Exercise:
Pull out every line below that holds the word "ซอยอย".

Exercise material:
* * * * *
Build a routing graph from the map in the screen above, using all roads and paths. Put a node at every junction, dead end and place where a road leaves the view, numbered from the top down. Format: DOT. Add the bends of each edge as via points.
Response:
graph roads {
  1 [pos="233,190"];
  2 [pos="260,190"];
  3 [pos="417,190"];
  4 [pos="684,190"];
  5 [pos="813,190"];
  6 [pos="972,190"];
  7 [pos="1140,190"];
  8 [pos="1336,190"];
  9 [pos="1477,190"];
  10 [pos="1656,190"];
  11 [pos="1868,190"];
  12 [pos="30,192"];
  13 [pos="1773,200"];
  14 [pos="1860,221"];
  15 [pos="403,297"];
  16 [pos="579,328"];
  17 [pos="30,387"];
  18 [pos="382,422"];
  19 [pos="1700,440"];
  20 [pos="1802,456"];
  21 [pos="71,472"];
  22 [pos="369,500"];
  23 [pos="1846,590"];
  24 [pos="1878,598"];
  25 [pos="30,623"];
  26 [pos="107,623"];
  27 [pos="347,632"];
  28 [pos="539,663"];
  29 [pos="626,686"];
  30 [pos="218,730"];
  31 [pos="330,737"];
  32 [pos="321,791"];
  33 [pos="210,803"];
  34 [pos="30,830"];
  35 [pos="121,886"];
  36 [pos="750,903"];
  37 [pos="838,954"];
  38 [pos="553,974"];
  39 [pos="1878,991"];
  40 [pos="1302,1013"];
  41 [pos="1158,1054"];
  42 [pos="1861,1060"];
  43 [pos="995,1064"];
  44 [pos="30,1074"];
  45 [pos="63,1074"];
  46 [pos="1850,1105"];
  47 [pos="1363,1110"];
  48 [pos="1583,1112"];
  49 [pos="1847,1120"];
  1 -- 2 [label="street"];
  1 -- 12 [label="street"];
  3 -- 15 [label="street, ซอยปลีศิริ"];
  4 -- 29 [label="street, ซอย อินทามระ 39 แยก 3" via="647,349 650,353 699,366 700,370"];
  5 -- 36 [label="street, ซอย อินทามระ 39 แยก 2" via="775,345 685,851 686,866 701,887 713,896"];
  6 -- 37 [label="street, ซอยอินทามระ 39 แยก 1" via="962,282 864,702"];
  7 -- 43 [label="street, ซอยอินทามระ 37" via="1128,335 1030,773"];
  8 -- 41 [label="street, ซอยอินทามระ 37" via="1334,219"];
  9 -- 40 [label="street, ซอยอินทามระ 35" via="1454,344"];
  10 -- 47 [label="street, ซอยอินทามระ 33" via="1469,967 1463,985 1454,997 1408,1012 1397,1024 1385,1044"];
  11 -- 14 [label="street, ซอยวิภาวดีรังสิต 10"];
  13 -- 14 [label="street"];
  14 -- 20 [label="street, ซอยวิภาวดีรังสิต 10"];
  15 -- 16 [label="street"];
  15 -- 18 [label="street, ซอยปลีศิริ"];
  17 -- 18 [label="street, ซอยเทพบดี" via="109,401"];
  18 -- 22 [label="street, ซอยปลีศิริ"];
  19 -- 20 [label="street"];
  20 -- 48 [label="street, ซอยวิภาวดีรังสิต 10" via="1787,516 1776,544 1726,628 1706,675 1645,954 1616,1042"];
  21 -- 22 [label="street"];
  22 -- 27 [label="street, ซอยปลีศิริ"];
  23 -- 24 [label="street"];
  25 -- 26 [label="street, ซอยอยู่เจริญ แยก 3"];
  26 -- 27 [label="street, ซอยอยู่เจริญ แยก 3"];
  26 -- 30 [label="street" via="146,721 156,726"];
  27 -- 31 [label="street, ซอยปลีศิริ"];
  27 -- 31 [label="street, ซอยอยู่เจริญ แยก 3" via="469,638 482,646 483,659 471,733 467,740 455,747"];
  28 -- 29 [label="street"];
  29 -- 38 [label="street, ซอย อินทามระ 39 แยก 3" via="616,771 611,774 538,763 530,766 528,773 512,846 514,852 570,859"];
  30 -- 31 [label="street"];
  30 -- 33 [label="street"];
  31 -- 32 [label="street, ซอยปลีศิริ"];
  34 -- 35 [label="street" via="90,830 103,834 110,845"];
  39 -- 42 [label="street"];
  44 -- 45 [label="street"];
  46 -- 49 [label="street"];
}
* * * * *
Solution to this exercise:
  25 -- 26 [label="street, ซอยอยู่เจริญ แยก 3"];
  26 -- 27 [label="street, ซอยอยู่เจริญ แยก 3"];
  27 -- 31 [label="street, ซอยอยู่เจริญ แยก 3" via="469,638 482,646 483,659 471,733 467,740 455,747"];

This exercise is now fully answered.